Batesville (also Mount Israel or Oliver's Store) is an unincorporated community in Albemarle County, Virginia, United States. Its elevation is 620 ft.

==History==
Batesville was founded as Oliver's Store sometime around 1760 at the crossroads of two existing roads. By 1829, the name of the settlement was changed to Mount Israel, as indicated by United States Post Office records. The settlement's current name, Batesville, came into use by 1835, in reference to the Bates family. Batesville's position at the intersection of two roads helped to develop the community as a way-station and repair point. The community's development was spurred by the completion of the Staunton and James River Turnpike, which was authorized by the Commonwealth of Virginia in 1818 and began construction in 1826. This turnpike connected the fertile farmlands of the Shenandoah Valley near Staunton to Scottsville on the James River, a distance of 43.5 mi. Batesville, which was located at the halfway point on the turnpike, saw an increase in traffic through the community as farmers took advantage of the new road to carry agricultural products to eastern markets. The barrel industry became one of the community's foremost industries as well as stagecoach repair.

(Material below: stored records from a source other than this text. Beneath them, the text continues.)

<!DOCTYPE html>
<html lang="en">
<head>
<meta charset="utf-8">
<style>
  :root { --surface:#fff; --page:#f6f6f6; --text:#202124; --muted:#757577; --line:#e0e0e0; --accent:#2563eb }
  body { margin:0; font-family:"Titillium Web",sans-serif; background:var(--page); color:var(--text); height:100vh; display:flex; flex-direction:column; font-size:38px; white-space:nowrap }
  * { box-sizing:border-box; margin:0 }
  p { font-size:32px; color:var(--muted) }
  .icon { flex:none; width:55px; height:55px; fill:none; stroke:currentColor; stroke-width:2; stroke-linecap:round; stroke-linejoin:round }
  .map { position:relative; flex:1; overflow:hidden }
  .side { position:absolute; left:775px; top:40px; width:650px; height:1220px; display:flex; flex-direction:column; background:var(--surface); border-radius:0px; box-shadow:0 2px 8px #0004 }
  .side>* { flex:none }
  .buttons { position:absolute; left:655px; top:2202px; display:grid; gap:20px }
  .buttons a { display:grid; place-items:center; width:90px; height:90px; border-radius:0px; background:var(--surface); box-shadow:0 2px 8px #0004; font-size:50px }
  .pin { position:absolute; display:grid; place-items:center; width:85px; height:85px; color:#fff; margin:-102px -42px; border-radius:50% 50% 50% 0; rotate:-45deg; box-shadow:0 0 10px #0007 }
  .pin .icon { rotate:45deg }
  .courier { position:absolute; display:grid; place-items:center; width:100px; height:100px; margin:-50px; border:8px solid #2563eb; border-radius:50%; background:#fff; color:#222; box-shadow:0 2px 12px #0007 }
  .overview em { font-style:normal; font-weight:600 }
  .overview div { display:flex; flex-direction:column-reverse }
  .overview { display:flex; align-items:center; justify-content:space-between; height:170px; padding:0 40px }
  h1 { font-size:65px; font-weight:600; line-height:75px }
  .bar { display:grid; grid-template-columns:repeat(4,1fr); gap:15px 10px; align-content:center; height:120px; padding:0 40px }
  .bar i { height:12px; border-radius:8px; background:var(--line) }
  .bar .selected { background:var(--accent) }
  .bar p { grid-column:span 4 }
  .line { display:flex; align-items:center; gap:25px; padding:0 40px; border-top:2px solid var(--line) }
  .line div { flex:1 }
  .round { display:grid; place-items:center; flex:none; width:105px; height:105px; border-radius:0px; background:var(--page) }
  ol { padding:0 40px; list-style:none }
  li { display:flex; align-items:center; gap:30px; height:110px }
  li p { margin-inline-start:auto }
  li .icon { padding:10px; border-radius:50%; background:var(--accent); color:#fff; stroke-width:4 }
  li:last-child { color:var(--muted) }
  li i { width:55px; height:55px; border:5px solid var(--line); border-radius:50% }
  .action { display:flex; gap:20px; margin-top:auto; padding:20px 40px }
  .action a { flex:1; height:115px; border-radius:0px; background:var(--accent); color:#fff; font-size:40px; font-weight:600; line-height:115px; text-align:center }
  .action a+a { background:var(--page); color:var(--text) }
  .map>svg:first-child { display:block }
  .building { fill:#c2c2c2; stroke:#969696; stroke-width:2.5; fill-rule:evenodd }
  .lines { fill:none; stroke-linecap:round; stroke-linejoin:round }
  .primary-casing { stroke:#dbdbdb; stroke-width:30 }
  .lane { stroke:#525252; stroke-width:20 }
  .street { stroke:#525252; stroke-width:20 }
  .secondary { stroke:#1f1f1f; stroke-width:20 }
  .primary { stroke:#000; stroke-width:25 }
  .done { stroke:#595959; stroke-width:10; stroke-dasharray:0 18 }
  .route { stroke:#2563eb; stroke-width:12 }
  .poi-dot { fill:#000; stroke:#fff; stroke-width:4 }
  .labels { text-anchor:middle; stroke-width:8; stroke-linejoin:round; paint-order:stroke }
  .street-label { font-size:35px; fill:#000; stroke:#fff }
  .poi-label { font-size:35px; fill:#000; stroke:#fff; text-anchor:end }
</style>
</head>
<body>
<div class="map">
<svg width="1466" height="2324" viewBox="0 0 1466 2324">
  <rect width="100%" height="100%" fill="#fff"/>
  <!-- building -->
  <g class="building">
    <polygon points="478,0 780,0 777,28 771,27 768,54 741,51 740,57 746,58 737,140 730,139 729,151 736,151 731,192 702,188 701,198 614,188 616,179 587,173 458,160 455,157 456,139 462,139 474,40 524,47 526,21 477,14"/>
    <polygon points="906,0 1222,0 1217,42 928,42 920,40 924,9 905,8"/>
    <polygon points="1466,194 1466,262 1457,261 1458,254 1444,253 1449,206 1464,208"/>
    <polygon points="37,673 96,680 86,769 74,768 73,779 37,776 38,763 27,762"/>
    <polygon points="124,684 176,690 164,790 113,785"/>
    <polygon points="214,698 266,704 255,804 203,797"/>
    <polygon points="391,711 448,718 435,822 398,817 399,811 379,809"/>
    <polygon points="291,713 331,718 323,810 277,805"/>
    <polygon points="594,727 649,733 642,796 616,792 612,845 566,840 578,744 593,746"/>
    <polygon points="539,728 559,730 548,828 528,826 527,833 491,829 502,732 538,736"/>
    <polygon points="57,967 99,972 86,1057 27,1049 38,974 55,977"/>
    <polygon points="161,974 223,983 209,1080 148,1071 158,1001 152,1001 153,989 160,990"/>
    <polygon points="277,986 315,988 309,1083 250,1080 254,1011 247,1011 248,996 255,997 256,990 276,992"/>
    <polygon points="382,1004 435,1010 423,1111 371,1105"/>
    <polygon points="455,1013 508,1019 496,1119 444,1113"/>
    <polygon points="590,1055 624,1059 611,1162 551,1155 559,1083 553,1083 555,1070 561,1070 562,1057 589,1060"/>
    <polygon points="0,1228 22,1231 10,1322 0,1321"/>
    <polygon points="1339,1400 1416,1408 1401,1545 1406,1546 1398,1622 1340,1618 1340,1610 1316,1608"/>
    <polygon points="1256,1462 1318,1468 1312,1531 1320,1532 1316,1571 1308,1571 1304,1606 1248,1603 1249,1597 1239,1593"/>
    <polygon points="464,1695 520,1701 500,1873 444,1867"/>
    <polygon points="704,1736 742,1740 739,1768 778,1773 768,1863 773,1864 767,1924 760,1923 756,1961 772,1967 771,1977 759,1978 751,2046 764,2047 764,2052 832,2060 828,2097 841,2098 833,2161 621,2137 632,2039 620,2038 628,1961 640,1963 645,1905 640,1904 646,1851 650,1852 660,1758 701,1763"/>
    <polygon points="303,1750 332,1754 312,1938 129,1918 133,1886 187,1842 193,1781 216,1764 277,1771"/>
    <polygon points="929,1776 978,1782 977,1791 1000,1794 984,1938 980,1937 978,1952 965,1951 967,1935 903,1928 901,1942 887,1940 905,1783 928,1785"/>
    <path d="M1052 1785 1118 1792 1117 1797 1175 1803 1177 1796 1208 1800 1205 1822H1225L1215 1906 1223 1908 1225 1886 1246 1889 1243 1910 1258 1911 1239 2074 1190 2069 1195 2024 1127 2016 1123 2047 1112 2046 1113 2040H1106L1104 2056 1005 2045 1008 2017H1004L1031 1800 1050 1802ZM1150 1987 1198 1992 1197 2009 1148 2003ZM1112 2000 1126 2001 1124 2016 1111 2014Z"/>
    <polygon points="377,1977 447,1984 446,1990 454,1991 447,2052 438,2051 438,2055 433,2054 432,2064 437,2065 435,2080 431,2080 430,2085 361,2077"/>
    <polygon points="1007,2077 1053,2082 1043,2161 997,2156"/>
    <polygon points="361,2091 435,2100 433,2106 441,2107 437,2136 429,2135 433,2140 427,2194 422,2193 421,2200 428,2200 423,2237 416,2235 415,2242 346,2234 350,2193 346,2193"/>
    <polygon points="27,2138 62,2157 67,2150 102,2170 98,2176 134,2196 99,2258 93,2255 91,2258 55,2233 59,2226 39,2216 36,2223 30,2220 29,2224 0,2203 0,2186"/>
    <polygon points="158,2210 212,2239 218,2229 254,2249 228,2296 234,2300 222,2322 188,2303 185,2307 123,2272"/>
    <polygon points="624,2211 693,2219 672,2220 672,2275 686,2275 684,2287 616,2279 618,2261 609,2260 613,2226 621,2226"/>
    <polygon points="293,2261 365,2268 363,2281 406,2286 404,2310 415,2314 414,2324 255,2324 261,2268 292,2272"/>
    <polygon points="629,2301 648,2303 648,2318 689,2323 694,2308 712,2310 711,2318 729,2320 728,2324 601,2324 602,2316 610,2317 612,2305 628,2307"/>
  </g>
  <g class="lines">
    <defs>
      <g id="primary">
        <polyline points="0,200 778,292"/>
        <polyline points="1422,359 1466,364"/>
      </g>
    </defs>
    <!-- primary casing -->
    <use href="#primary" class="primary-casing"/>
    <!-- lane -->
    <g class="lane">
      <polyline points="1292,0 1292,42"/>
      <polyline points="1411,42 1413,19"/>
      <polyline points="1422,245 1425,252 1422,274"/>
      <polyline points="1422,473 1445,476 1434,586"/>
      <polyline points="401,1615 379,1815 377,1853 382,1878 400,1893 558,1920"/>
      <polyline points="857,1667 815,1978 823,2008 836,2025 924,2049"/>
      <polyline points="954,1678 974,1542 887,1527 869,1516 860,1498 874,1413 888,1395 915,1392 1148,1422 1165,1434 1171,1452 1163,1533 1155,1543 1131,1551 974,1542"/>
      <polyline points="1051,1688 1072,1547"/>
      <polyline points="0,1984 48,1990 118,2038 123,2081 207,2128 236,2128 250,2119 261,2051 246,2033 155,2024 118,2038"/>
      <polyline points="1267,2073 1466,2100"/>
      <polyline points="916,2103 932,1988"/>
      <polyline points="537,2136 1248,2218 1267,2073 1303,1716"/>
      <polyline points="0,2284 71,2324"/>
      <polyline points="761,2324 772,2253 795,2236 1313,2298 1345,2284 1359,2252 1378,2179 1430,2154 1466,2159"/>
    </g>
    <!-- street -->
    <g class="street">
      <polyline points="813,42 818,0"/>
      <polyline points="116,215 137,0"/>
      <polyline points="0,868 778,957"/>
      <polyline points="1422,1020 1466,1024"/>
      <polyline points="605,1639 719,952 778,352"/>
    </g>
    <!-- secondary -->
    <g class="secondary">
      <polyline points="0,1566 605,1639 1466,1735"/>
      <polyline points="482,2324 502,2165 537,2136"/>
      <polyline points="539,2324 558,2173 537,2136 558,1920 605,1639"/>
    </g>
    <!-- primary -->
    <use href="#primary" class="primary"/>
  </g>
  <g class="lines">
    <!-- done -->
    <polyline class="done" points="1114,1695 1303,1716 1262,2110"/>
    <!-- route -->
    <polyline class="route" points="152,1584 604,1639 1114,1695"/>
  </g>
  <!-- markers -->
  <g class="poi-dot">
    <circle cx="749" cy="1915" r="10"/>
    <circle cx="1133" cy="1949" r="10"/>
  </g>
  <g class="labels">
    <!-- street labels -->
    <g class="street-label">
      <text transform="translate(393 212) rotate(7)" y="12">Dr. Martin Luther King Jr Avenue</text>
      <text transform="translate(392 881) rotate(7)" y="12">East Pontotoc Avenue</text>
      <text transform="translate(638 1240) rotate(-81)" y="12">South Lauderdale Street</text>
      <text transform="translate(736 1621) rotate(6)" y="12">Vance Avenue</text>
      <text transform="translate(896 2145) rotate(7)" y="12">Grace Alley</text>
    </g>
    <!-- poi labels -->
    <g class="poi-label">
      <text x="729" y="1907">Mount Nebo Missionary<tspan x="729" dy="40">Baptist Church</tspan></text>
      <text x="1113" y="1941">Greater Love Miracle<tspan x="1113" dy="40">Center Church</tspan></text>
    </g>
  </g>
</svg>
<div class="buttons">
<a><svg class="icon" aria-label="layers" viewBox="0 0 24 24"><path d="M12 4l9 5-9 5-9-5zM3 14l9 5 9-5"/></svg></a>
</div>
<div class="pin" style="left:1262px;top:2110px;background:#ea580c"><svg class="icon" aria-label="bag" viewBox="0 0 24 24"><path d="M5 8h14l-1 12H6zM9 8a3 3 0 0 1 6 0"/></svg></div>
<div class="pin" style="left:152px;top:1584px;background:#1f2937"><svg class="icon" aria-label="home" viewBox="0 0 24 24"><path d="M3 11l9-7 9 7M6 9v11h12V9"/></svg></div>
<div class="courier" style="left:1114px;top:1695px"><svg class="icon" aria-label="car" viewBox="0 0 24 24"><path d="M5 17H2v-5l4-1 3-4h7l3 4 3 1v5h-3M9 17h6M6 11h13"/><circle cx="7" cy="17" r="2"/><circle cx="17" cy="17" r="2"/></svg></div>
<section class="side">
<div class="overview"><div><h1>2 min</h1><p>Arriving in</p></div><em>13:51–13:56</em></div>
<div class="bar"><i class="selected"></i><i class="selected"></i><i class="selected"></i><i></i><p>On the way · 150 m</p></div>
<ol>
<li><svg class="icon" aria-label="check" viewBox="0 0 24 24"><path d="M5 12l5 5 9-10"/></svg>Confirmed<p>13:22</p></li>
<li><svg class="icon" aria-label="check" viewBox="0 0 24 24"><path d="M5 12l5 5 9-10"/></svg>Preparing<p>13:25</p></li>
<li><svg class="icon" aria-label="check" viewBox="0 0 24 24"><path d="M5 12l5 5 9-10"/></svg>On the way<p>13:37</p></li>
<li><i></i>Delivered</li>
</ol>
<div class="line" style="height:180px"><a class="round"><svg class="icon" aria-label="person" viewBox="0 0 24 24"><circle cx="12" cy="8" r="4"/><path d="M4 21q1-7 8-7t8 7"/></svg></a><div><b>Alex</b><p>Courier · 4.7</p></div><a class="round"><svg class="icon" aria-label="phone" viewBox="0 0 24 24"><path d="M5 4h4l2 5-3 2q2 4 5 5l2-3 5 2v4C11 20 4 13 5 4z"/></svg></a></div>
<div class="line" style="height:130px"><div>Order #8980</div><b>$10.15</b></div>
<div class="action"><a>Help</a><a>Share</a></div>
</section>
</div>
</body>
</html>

By 1835, Batesville had grown to a community of around 70 residents. In this year Batesville's first post office opened. It served as an election precinct for the local area. Batesville continued to grow during the years prior to the outbreak of the American Civil War in 1861. Because of Batesville's position on the turnpike, the community's economy suffered little from the effects of the war. The war caused no damage to the physical structures in Batesville.

After the Civil War, the turnpike which had long spurred on Batesville's economic growth was turned over to the county and fell into disrepair as the county focused on more densely populated areas. The coming of the Virginia Central Railroad to Albemarle County before the civil war, and its revitalization after, took traffic away from the road through Batesville as it was a faster and more effective way of transporting goods. Although less traffic was available to sustain economic growth, Batesville nevertheless continued to grow due in part to the general prosperity of Albemarle County as a whole and the construction of the nearby Miller School.

The Batesville Historic District and Bellevue are listed on the National Register of Historic Places.